# Setting up App Monitoring

## Overview

1. PagerDuty
   1. Configure Pagerduty
   1. Create SNS Topic
1. Cloudwatch
   1. Metrics
   1. Alarms
   1. Dashboards
1. Pingdom

## Pagerduty

### Configure Pagerduty

1. Go to
   [EP's Service Directory](https://twitchoncall.pagerduty.com/service-directory/?direction=asc&query=&sort_by=name&team_ids=PBDL32I)
1. Click 'New Service'
   - Fill in name and description
   - Choose 'Amazon Cloudwatch' as the Integration Type, and give the
     integration a name
     - Example: 'Higgs Boson-based Starshot LG Prod'
   - Choose 'Mobile-Web Alert' as the Escalation Policy
   - Click 'Add Service'
   - [Starshot Example](https://twitchoncall.pagerduty.com/service-directory/PWXDOF5)
1. Under the 'Integrations' tab for the new service:
   1. Click 'Add or manage extensions'
   1. Choose 'Slack' as the 'Extension Type'
   1. Enter 'mobile-web-channel' as the 'Name'
   1. Click 'Authorize'
   1. In the Slack screen that shows, enter 'tmw-alerts' as the channel and
      click 'Allow'
1. Click on the integration (Example: 'Higgs Boson-based Starshot LG QA')
1. Copy the integration URL (Example:
   https://events.pagerduty.com/integration/3e17dd0f0098463a80cc47d32fd607d0/enqueue).
   This will be used by the SNS Topic.

### Create SNS Topic

1. Go to
   [EP's SNS Topics](https://us-west-2.console.aws.amazon.com/sns/v3/home?region=us-west-2#/topics)
1. Click 'Create topic'.
   1. For "Type" select "Standard".
   1. For "Name" use "TachyonReplaceWithAppName_alarm_to_PagerDuty".
   1. Use the default settings for everything else.

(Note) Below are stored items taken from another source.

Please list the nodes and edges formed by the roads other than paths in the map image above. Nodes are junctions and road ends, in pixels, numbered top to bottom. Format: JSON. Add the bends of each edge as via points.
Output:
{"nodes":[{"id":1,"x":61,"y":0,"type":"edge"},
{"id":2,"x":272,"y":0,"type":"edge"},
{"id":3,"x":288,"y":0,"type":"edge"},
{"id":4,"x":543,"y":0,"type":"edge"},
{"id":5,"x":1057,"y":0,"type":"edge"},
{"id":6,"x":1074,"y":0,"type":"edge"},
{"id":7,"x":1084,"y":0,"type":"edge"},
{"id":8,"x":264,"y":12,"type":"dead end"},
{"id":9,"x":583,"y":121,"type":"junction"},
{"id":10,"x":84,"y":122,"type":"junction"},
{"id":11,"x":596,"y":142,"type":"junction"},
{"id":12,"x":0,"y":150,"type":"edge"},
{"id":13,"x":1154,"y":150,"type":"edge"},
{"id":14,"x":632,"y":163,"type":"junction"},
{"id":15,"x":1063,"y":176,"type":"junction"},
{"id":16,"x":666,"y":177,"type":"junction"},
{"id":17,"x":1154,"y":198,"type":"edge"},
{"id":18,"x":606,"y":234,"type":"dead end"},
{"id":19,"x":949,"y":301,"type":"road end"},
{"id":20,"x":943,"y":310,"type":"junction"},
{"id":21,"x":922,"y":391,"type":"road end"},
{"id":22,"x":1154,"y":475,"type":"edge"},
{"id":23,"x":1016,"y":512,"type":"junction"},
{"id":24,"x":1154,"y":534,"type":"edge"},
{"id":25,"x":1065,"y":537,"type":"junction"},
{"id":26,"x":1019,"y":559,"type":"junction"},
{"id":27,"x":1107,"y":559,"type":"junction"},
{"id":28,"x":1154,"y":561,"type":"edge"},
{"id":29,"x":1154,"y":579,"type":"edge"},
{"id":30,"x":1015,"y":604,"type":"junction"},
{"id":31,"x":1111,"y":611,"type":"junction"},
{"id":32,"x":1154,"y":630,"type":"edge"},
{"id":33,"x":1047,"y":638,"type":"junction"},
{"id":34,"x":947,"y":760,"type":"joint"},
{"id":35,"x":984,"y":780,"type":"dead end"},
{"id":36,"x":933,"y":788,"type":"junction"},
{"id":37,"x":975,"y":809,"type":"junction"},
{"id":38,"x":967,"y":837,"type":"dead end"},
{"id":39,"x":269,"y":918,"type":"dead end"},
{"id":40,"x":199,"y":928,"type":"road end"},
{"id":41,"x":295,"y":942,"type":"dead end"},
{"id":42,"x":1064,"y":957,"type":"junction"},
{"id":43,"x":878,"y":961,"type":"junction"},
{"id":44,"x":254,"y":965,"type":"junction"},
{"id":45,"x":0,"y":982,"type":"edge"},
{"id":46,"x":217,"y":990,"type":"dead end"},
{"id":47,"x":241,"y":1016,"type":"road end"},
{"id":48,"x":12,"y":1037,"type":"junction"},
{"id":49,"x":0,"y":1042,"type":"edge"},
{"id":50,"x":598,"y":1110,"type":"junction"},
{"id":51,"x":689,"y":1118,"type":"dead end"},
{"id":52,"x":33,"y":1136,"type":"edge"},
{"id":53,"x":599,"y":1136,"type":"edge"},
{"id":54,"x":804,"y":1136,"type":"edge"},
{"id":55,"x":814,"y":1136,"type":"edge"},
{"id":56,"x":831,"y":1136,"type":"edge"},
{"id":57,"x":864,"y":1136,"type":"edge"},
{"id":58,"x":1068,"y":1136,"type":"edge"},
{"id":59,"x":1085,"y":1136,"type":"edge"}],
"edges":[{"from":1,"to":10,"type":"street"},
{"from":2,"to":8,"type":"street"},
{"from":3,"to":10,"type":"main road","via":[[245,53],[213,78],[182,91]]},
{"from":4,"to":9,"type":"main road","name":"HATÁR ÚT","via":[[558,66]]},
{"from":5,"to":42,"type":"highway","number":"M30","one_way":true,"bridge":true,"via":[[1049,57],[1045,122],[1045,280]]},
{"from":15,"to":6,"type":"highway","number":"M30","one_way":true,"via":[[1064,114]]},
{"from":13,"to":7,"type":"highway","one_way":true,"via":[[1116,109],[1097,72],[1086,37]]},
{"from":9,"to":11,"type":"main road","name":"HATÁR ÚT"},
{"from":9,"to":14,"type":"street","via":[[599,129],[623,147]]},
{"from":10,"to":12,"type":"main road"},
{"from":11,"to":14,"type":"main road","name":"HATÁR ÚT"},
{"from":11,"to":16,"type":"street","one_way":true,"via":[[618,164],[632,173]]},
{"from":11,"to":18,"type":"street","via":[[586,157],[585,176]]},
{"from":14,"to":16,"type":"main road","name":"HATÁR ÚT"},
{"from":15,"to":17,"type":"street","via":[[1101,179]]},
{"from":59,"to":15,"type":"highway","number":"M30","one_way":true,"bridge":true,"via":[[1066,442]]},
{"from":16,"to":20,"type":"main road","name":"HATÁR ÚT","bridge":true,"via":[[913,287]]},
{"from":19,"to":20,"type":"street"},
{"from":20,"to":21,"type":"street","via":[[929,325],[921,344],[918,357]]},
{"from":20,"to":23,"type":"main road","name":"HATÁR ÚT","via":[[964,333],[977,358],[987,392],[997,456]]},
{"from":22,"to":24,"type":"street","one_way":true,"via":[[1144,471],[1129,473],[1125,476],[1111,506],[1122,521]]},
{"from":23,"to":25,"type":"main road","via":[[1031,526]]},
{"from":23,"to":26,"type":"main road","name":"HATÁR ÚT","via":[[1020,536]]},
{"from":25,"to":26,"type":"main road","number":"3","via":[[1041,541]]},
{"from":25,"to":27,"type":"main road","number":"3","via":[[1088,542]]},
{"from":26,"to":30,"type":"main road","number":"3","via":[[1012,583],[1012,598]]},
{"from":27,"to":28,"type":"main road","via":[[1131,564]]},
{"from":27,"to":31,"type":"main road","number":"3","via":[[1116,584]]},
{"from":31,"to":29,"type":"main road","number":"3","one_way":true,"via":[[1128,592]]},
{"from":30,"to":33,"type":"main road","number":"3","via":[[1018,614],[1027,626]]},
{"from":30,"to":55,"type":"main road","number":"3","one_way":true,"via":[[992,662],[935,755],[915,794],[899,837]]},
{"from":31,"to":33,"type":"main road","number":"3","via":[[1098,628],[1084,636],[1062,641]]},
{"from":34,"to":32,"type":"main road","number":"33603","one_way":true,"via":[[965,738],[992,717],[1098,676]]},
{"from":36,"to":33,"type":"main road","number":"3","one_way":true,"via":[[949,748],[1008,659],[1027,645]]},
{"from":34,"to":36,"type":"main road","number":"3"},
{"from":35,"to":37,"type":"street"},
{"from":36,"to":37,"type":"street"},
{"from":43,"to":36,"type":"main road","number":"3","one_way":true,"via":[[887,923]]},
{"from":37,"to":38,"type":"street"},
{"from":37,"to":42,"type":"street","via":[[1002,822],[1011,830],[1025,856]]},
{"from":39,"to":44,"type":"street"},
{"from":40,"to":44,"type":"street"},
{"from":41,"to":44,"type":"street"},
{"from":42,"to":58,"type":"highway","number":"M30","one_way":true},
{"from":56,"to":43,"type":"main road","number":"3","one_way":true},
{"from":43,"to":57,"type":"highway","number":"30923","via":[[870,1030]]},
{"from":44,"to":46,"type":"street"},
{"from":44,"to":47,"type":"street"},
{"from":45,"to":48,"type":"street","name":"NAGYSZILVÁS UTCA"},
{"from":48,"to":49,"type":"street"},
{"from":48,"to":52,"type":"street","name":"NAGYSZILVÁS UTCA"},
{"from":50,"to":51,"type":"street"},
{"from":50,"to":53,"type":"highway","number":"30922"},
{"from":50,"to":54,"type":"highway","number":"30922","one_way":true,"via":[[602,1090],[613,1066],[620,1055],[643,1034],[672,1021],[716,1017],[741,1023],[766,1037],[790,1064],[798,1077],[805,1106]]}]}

Then press "Create topic".
1. Once created, click 'Create subscription'
1. Select 'HTTPS' as the 'Protocol'
1. Use the Integration URL provided by the PagerDuty integration overview
   (Example:
   https://events.pagerduty.com/integration/3e17dd0f0098463a80cc47d32fd607d0/enqueue)
   as the 'Endpoint' -
   [Valence Example](https://us-west-2.console.aws.amazon.com/sns/v3/home?region=us-west-2#/topic/arn:aws:sns:us-west-2:015957721237:TachyonValence_alarm_to_PagerDuty)

## Cloudwatch

[EP's Cloudwatch Overview](https://us-west-2.console.aws.amazon.com/cloudwatch/home?region=us-west-2)

### Metrics

1. Go to the
   [Log groups](https://us-west-2.console.aws.amazon.com/cloudwatch/home?region=us-west-2#logsV2:log-groups)
   view in CloudWatch
1. Select the log group for your app
   - [Valence Example](https://us-west-2.console.aws.amazon.com/cloudwatch/home?region=us-west-2#logsV2:log-groups/log-group/valence_wxytehjpbfegnjhpvtrn)
1. Create metrics filters
1. Use existing metrics filters as a reference
   - [Starshot Example](https://us-west-2.console.aws.amazon.com/cloudwatch/home?region=us-west-2#logsV2:log-groups/log-group/starshot_lkzs92r230i7zisfd421y$23metric-filters)

### Alarms

1. Go to the
   [Alarms](https://us-west-2.console.aws.amazon.com/cloudwatch/home?region=us-west-2#alarmsV2:)
   tab
1. Create new alarms
   - Naming convention is '{App name} {alarm description}'
1. Use an existing App alarm set as a reference.
   - [LG Prod Example](<https://us-west-2.console.aws.amazon.com/cloudwatch/home?region=us-west-2#alarmsV2:?~(search~'LG*20Prod)>)
   - Note: metric filters are only selectable once a metric has been reported at
     least once. For the unhandled server error alarm, you will need to manually
     trigger a server error. You can do so by visiting
     `/not-found?fire-drill=true` for the application.
1. After setting up the unexpected error alarm for another unexpected error to
   test the entire Pagerduty <-> CloudWatch alarms integration by visting
   `/not-found?fire-drill=true` for the new app that is being monitored.

### Dashboards

1. Go to the
   [Dashboards](https://us-west-2.console.aws.amazon.com/cloudwatch/home?region=us-west-2#dashboards:)
   tab
1. Create new dashboard
   - Click 'Create dashboard'
1. Use an existing dashboard as a reference
   - [Starshot Example](https://us-west-2.console.aws.amazon.com/cloudwatch/home?region=us-west-2#dashboards:name=Starshot)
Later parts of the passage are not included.